* _ASSIGNMENT_
Look through the records below, and whenever a line contains "that", copy it.
* * * * * * *
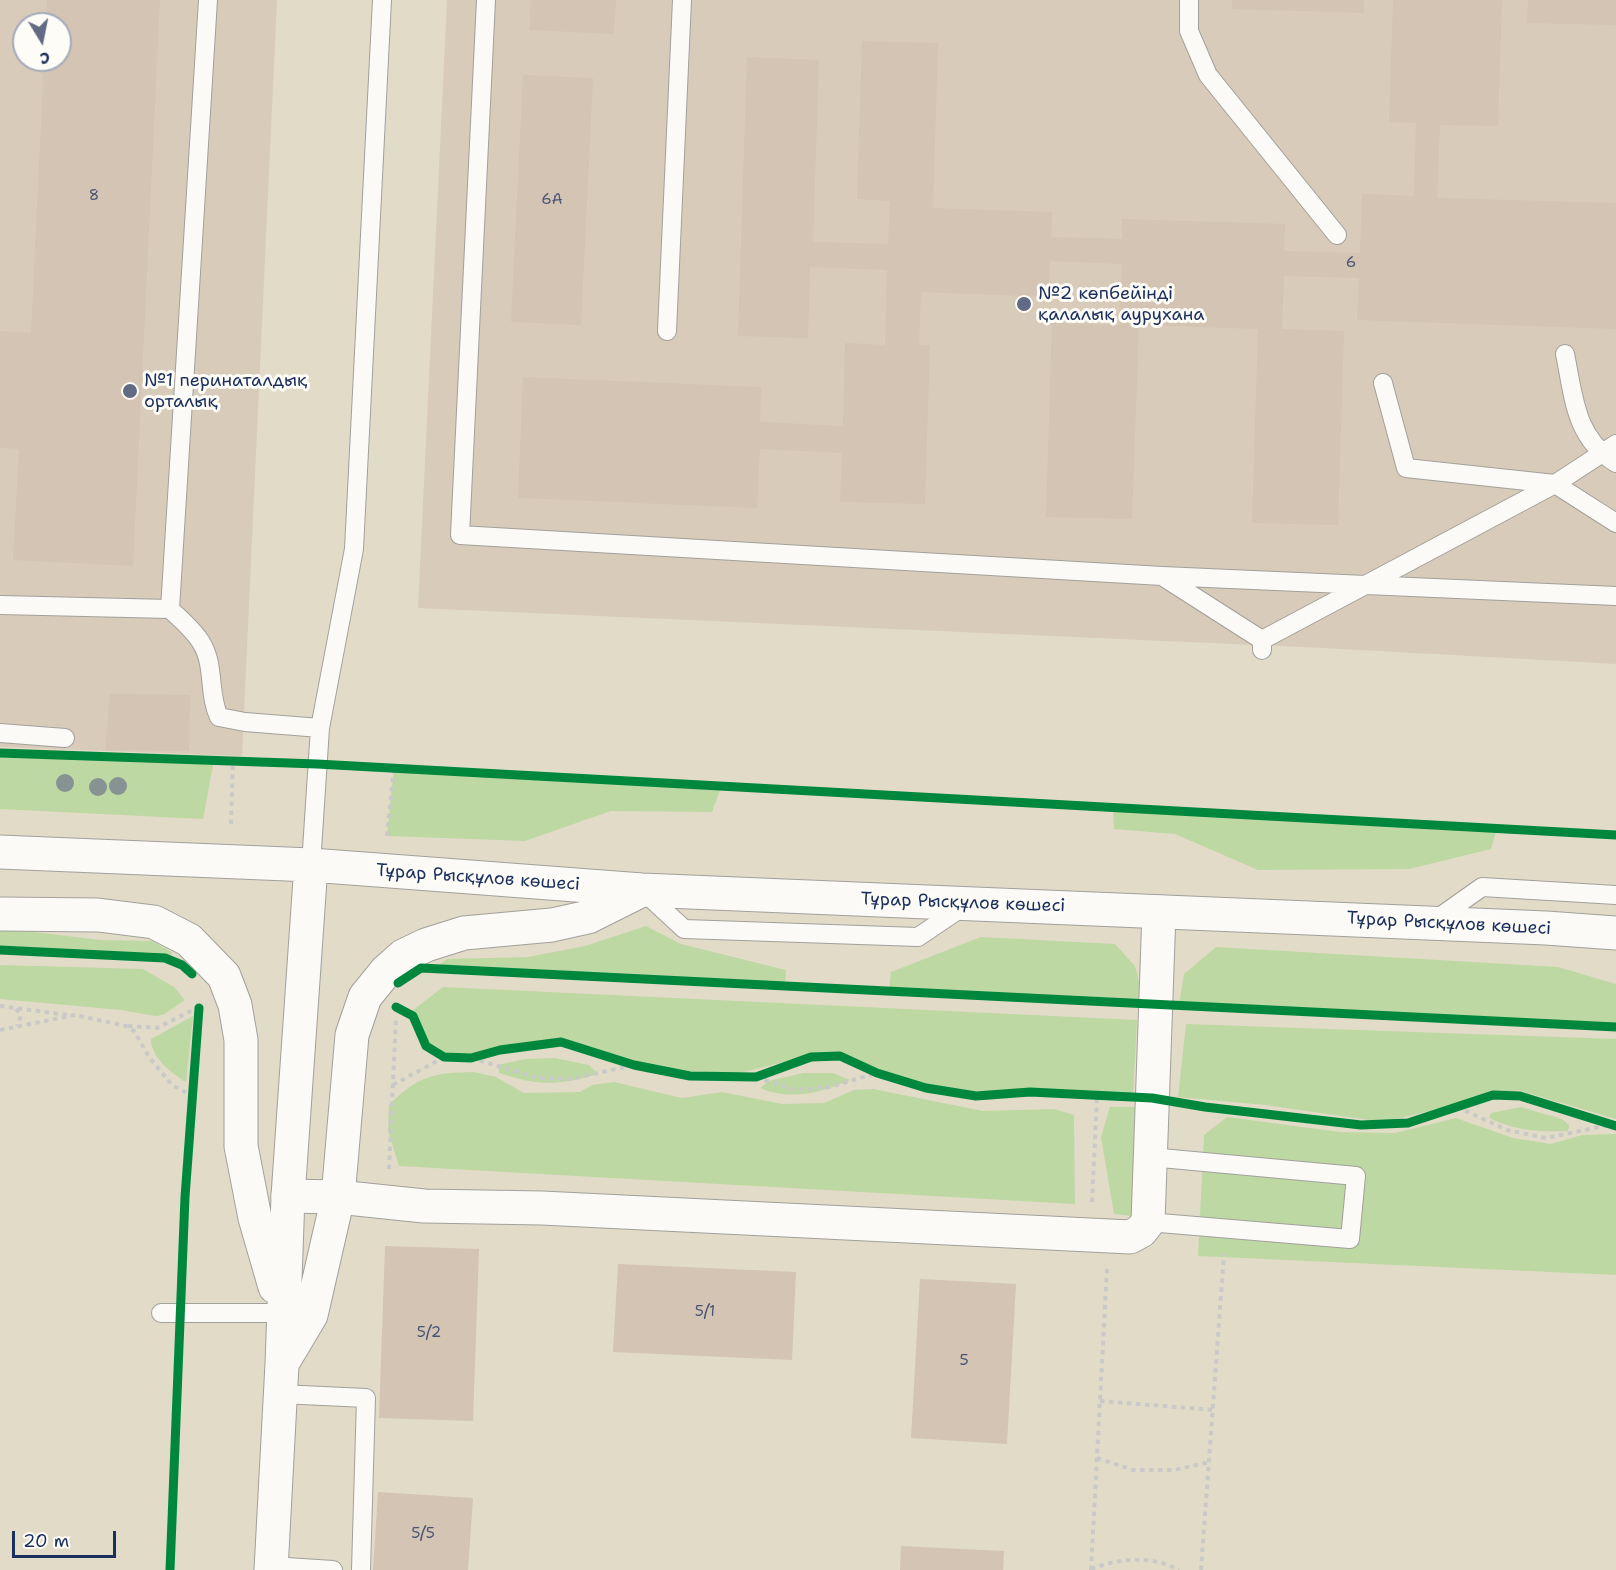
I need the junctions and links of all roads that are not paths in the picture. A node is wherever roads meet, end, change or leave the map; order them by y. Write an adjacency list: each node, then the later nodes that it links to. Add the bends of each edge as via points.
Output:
1 (208, 0): 19 (lane)
2 (382, 0): 20 (lane, via 354,549)
3 (486, 0): 15 (lane, via 460,535)
4 (682, 0): 7 (lane)
5 (1189, 0): 6 (lane, via 1190,31 1208,75)
6 (1337, 236)
7 (668, 331)
8 (1565, 354): 11 (lane, via 1580,425)
9 (1383, 383): 13 (lane, via 1406,468)
10 (1616, 444): 11 (lane)
11 (1600, 453): 12 (lane); 13 (lane)
12 (1616, 463)
13 (1555, 484): 14 (lane); 16 (lane)
14 (1616, 523)
15 (1162, 576): 16 (lane); 16 (lane, via 1262,645)
16 (1365, 586): 17 (lane)
17 (1616, 597)
18 (0, 606): 19 (lane)
19 (170, 609): 20 (lane, via 202,644 219,717)
20 (320, 728): 25 (lane)
21 (0, 733): 22 (lane)
22 (65, 738)
23 (0, 832): 25 (street, Тұрар Рысқұлов көшесі, via 230,842)
24 (0, 852): 25 (street, Тұрар Рысқұлов көшесі)
25 (311, 865): 26 (street, Тұрар Рысқұлов көшесі); 35 (street)
26 (642, 890): 28 (street, Тұрар Рысқұлов көшесі); 36 (street, via 588,917 552,925 464,933 426,945 386,970 365,997 352,1035)
27 (1616, 895): 30 (lane, via 1482,887)
28 (1159, 912): 30 (street, Тұрар Рысқұлов көшесі); 34 (street)
29 (0, 914): 39 (street, via 98,915 154,922 189,940 224,976 236,1005 241,1040 241,1146 255,1218)
30 (1431, 923): 31 (street, Тұрар Рысқұлов көшесі)
31 (1546, 928): 32 (street, Тұрар Рысқұлов көшесі); 33 (street)
32 (1616, 933)
33 (1616, 954)
34 (1150, 1157): 37 (street); 37 (lane, via 1356,1176 1350,1239)
35 (288, 1196): 36 (street); 39 (street)
36 (338, 1197): 37 (street, via 387,1203 1130,1237); 40 (street, via 311,1315)
37 (1148, 1222)
38 (161, 1313): 39 (lane)
39 (283, 1313): 40 (street)
40 (281, 1379): 41 (street); 43 (lane, via 366,1398)
41 (271, 1568): 42 (lane)
42 (333, 1570)
43 (361, 1570)

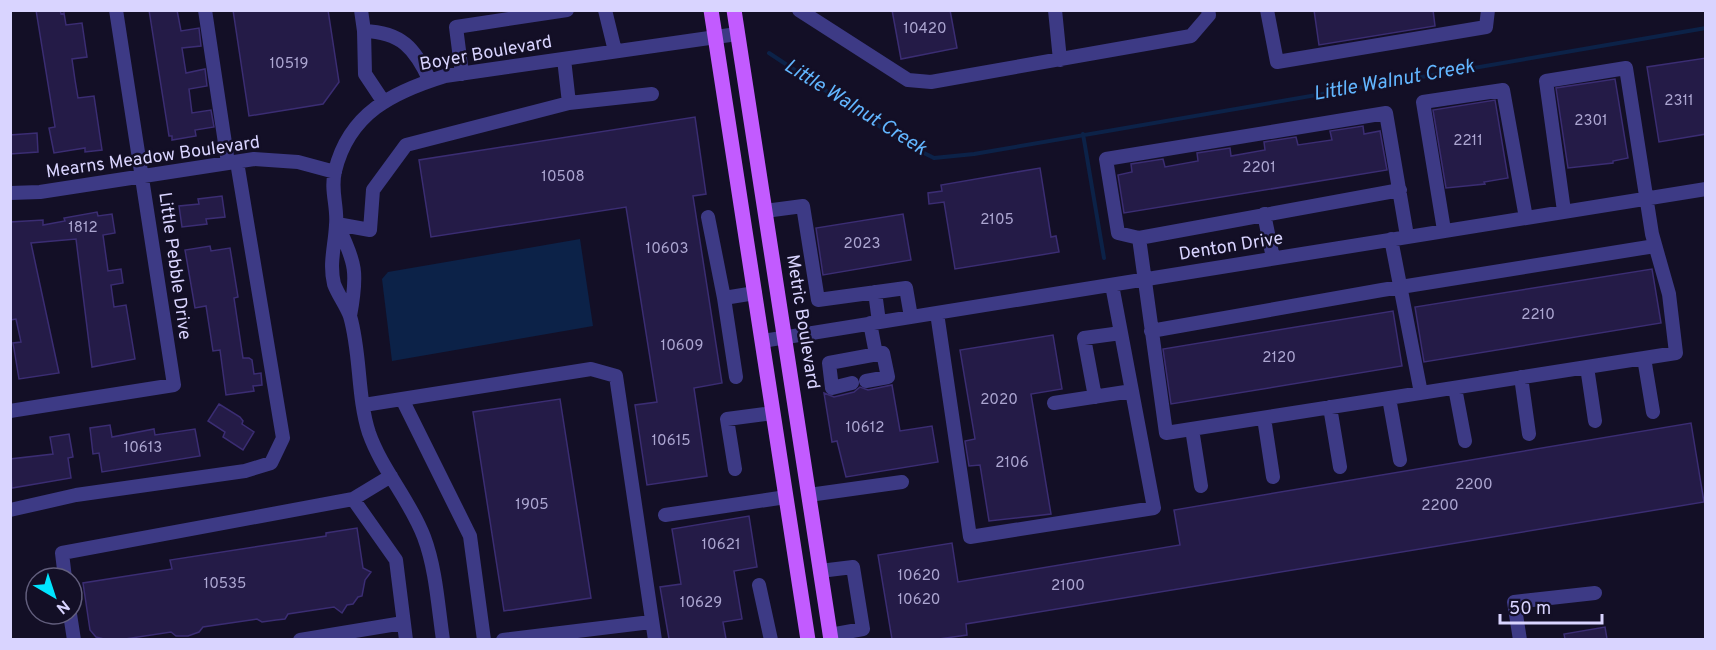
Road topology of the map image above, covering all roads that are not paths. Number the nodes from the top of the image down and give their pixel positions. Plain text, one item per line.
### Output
1 (116, 10) edge
2 (205, 10) edge
3 (361, 10) edge
4 (567, 10) edge
5 (606, 10) edge
6 (711, 10) edge
7 (734, 10) edge
8 (799, 10) edge
9 (1055, 10) edge
10 (1208, 10) edge
11 (1267, 10) edge
12 (1488, 10) edge
13 (364, 31) junction
14 (737, 34) junction
15 (715, 37) junction
16 (615, 51) junction
17 (564, 59) junction
18 (1060, 60) junction
19 (462, 74) junction
20 (430, 81) junction
21 (652, 94) dead end
22 (383, 101) junction
23 (569, 103) junction
24 (232, 162) junction
25 (335, 172) junction
26 (143, 177) junction
27 (1706, 189) edge
28 (1400, 190) junction
29 (10, 192) edge
30 (1648, 198) junction
31 (765, 211) junction
32 (1564, 212) junction
33 (1264, 214) junction
34 (708, 217) dead end
35 (1526, 218) junction
36 (336, 224) junction
37 (1444, 230) junction
38 (1407, 236) junction
39 (1139, 238) junction
40 (1391, 239) junction
41 (1655, 246) junction
42 (1273, 258) junction
43 (1143, 280) junction
44 (1112, 285) junction
45 (1400, 287) junction
46 (875, 292) junction
47 (755, 294) junction
48 (724, 298) junction
49 (937, 313) junction
50 (350, 316) junction
51 (911, 317) junction
52 (874, 323) junction
53 (1151, 331) junction
54 (1121, 333) junction
55 (784, 337) junction
56 (762, 341) junction
57 (876, 354) junction
58 (1644, 358) junction
59 (1587, 367) junction
60 (736, 377) dead end
61 (1521, 377) junction
62 (1455, 388) junction
63 (1132, 391) junction
64 (1421, 393) junction
65 (1095, 397) junction
66 (1389, 398) junction
67 (402, 399) junction
68 (1054, 403) dead end
69 (364, 405) junction
70 (1330, 407) junction
71 (10, 411) edge
72 (1653, 412) dead end
73 (773, 413) junction
74 (1264, 418) junction
75 (1595, 421) dead end
76 (1192, 429) junction
77 (1529, 434) dead end
78 (1465, 441) dead end
79 (1400, 459) dead end
80 (1340, 468) dead end
81 (735, 469) dead end
82 (391, 476) junction
83 (1273, 477) dead end
84 (902, 482) dead end
85 (1201, 486) dead end
86 (809, 495) junction
87 (786, 496) junction
88 (353, 499) junction
89 (10, 510) edge
90 (665, 515) dead end
91 (64, 566) edge
92 (820, 571) junction
93 (759, 585) dead end
94 (1594, 593) dead end
95 (651, 622) junction
96 (404, 623) junction
97 (831, 637) edge
98 (300, 639) edge
99 (406, 639) edge
100 (444, 639) edge
101 (484, 639) edge
102 (503, 639) edge
103 (655, 639) edge
104 (771, 639) edge
105 (808, 639) edge
106 (1520, 639) edge

1 - 26 street, Little Pebble Drive
2 - 24 street
3 - 13 street
4 - 19 street
5 - 16 street
6 - 15 main road
7 - 14 main road, Metric Boulevard
8 - 18 street
9 - 18 street
10 - 18 street
11 - 12 street
13 - 20 street
13 - 22 street
14 - 15 street, Boyer Boulevard
14 - 31 main road, Metric Boulevard
15 - 16 street, Boyer Boulevard
15 - 47 main road
16 - 17 street, Boyer Boulevard
17 - 19 street, Boyer Boulevard
17 - 23 street
19 - 20 street, Boyer Boulevard
20 - 22 street, Boyer Boulevard
21 - 23 street
22 - 25 street, Boyer Boulevard
23 - 36 street
24 - 25 street, Mearns Meadow Boulevard
24 - 26 street, Mearns Meadow Boulevard
24 - 89 street
25 - 36 street, Boyer Boulevard
26 - 29 street, Mearns Meadow Boulevard
26 - 71 street, Little Pebble Drive
27 - 30 street, Denton Drive
28 - 33 street
28 - 38 street
28 - 39 street
30 - 32 street, Denton Drive
30 - 32 street
30 - 41 street
31 - 46 street
31 - 55 main road, Metric Boulevard
32 - 35 street, Denton Drive
33 - 39 street
33 - 42 street
34 - 48 street
35 - 37 street, Denton Drive
35 - 37 street
36 - 50 street, Boyer Boulevard
36 - 50 street, Boyer Boulevard
37 - 38 street, Denton Drive
38 - 40 street, Denton Drive
39 - 43 street
40 - 42 street, Denton Drive
40 - 45 street
41 - 45 street
41 - 58 street
42 - 43 street, Denton Drive
43 - 44 street, Denton Drive
43 - 53 street
44 - 49 street, Denton Drive
44 - 54 street
45 - 53 street
45 - 64 street
46 - 51 street
46 - 52 street
47 - 48 street
47 - 56 main road
48 - 60 street
49 - 51 street, Denton Drive
49 - 63 street
50 - 69 street, Boyer Boulevard
51 - 52 street, Denton Drive
52 - 55 street, Denton Drive
52 - 57 street
53 - 76 street
54 - 63 street
54 - 65 street
55 - 56 street, Denton Drive
55 - 86 main road, Metric Boulevard
56 - 73 main road
57 - 57 street
58 - 59 street
58 - 72 street
59 - 61 street
59 - 75 street
61 - 62 street
61 - 77 street
62 - 64 street
62 - 78 street
63 - 65 street
64 - 66 street
65 - 68 street
66 - 70 street
66 - 79 street
67 - 69 street
67 - 95 street
67 - 101 street
69 - 82 street, Boyer Boulevard
70 - 74 street
70 - 80 street
73 - 81 street
73 - 87 main road
74 - 76 street
74 - 83 street
76 - 85 street
82 - 88 street
82 - 100 street, Boyer Boulevard
84 - 86 street
86 - 92 main road, Metric Boulevard
87 - 90 street
87 - 105 main road
88 - 91 street
88 - 96 street
92 - 97 main road, Metric Boulevard
92 - 97 street
93 - 104 street
94 - 106 street
95 - 102 street
95 - 103 street
96 - 98 street
96 - 99 street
* * * * * * *
* _ANSWER TO THIS EXERCISE_
I need the junctions and links of all roads that are not paths in the picture. A node is wherever roads meet, end, change or leave the map; order them by y. Write an adjacency list: each node, then the later nodes that it links to. Add the bends of each edge as via points.
Road topology of the map image above, covering all roads that are not paths. Number the nodes from the top of the image down and give their pixel positions. Plain text, one item per line.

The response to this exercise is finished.